Kita tahu, secara historis, al-Ghazali memiliki naluri gemar mencari kebenaran dan berusaha membebaskan dirinya dari taqlid atau pendapat yang berbeda-beda, serta aliran-aliran yang beraneka ragam. Ia ingin mengetahui perbedaan kebenaran dan kebatilan (lantaran perbedaan aliran), mengumpulkan dan memperbandingkan satu aliran dengan aliran lainnya (akhirnya merenungkan untuk mencapai pengetahuan sebenarnya).
Sudah mafhum, al-Ghazali adalah salah seorang filosof muslim yang dianggap sebagai intelektual produktif. Ia juga dikenal sebagai pembela paham Sunni dan sekaligus paham Asy’ariyah mengenai ketuhanan.
Fazlur Rahman mengatakan, al-Ghazali adalah orang yang pertama mempertemukan antara sufisme dan kalam dengan syari’ah, yang sebelumnya dua aliran ini bertentangan karena perbedaan dasar pendekatan yang dipakai. Inilah sintesa yang di capai al-Ghazali terletak dalam dasar spritual hingga membawanya ke dimensi religius asal.

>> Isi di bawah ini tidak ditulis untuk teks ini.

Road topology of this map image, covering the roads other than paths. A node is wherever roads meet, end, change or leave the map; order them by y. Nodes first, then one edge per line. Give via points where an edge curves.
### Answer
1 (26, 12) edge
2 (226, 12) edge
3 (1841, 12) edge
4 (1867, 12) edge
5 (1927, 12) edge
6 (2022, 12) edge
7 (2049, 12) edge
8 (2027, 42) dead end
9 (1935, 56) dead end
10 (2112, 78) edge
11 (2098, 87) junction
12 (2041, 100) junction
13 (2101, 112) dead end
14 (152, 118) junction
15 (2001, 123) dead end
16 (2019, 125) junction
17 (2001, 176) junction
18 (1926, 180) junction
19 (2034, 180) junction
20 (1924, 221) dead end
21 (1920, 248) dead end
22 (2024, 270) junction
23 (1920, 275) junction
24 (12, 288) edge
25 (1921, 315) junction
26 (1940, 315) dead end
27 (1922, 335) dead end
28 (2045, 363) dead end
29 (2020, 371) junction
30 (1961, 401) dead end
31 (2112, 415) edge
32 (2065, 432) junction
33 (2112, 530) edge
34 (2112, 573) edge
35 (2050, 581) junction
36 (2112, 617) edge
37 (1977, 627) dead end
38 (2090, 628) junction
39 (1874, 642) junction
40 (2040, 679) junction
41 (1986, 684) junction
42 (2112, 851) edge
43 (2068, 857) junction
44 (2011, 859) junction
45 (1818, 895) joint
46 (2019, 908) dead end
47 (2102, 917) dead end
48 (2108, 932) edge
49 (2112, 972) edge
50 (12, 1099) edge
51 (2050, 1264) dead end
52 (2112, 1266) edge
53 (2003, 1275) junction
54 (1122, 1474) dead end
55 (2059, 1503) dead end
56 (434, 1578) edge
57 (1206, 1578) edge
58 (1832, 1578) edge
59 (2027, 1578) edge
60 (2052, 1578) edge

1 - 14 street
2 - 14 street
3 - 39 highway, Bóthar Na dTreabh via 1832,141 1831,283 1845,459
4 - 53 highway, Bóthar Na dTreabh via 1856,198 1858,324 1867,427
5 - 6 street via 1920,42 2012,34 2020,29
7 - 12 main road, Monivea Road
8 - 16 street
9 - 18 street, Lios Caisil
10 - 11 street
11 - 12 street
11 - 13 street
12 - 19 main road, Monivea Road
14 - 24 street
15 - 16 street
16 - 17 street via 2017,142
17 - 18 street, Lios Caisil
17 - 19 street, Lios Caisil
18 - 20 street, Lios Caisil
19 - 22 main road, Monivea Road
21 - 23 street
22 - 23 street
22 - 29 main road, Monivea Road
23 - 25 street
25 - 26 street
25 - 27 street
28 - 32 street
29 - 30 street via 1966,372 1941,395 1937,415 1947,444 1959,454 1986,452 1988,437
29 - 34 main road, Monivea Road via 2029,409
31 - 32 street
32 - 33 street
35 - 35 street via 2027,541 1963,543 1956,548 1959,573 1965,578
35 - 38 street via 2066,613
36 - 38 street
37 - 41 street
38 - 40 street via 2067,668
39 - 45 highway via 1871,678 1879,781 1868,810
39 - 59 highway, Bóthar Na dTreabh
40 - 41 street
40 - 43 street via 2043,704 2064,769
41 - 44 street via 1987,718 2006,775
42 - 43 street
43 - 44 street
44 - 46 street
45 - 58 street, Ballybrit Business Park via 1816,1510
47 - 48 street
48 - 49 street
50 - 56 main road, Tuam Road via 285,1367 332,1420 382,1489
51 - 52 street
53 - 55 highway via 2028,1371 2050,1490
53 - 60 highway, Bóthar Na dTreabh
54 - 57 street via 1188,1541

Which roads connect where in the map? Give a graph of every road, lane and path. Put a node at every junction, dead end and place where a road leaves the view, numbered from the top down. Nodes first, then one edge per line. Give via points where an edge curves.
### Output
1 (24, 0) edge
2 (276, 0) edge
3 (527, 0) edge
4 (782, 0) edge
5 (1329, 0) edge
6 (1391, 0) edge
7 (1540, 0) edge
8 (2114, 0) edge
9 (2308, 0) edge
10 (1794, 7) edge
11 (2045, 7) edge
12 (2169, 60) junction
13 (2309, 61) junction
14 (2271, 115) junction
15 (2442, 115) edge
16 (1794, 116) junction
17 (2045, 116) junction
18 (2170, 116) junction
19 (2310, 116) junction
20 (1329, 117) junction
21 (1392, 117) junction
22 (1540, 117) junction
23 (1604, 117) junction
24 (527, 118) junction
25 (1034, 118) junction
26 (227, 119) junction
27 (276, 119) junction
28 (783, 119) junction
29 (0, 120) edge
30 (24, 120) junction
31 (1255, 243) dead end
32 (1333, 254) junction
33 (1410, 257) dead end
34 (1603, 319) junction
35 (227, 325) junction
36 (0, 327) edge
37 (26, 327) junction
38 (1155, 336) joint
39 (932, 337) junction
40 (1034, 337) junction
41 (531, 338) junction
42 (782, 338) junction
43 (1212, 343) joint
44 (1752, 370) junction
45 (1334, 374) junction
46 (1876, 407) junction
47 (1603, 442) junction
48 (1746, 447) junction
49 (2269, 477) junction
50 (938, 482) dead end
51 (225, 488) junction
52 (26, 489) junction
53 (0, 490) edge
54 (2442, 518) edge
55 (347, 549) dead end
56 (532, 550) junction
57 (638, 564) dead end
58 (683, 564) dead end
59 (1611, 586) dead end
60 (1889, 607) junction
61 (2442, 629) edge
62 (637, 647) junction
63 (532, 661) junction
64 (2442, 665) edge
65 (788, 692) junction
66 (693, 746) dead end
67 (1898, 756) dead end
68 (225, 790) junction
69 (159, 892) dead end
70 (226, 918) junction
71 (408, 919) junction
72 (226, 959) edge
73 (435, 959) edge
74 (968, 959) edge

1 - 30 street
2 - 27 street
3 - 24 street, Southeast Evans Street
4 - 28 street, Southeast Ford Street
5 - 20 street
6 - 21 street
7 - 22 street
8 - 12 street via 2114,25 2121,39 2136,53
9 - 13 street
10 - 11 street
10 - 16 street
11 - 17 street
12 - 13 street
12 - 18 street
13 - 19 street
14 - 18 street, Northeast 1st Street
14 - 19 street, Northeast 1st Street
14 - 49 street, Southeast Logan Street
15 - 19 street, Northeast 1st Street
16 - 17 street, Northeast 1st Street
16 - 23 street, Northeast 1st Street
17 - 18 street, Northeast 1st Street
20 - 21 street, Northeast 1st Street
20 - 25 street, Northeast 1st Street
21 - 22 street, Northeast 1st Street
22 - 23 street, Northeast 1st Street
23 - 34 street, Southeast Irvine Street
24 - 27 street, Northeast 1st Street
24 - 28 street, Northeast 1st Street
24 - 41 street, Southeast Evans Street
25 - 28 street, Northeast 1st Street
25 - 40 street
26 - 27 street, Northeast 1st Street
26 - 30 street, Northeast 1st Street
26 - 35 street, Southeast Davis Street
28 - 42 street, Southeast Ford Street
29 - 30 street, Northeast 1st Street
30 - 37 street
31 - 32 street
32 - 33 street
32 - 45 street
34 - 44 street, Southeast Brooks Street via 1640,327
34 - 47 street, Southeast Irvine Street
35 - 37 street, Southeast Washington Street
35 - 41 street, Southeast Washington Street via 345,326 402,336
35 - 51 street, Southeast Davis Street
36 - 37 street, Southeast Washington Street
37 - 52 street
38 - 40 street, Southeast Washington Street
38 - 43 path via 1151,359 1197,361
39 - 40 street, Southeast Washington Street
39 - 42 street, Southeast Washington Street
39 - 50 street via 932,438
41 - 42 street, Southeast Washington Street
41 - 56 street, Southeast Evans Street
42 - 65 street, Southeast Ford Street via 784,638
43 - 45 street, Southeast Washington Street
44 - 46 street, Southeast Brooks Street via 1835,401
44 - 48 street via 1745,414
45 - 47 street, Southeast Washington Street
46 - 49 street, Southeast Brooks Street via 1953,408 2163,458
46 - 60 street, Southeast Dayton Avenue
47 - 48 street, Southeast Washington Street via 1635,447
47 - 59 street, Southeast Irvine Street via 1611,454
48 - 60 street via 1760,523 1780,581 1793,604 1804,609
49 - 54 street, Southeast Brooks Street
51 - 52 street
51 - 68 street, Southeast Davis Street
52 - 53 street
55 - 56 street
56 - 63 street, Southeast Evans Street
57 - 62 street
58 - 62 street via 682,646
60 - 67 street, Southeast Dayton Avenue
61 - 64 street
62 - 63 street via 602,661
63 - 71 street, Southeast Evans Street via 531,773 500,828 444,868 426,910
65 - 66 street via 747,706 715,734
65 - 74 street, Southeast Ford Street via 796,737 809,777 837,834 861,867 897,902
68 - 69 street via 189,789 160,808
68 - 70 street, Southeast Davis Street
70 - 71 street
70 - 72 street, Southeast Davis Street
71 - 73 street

Alih-alih mempertemukan, ia justru menemukan penyimpangan (anomali) dalam ilmu kalam, namun tidak menolaknya. Hanya saja, ia menggaris bawahi keterbatasan-keterbatasannya sehingga berkesimpulan bahwa kalam tidak dapat mengantarkan manusia menuju Tuhan. Mengapa demikian? Karena dengan jalan sufilah seseorang bisa mendekatkan diri terhadap-Nya.
Ada yang mengatakan bahwa al-Ghazali memperoleh pengetahuan tentang hakikat realitas dengan dua cara. Pertama, kemampuan insaniah bahwa ilmu yang diperolehnya melalui kemampuan manusiawi berupa indera dan akal. Kedua, al-Ghazali memperolehnya karena anugerah Tuhan (memberikan cahaya keilmuan ke dalam hatinya).
Pengetahuan seperti ini adalah suatu perolehan ilmu yang bersifat irrasional atau bersifat sufistik. Bahkan, al-Ghazali sendiri dalam bukunya menjelaskan bahwa pemahaman didapatinya bukan melalui dalil-dalil yang kuat, melainkan karena cahaya yang disusupkan Allah swt. ke dalam hatinya.
Masih tentang pengetahuan. Jika mengacu pada dua perbedaan pandangan tajam, memang betul al-Ghazali memperoleh pengetahuan melalui jalan sufi yang Esoterik. Sebagaimana digambarkan dalam salah satu kitabnya, pengetahuan di cari tidak hanya menghasilkan rasa tahu pada dirinya, tapi juga menghilangkan keragu-raguan dalam pikirannya.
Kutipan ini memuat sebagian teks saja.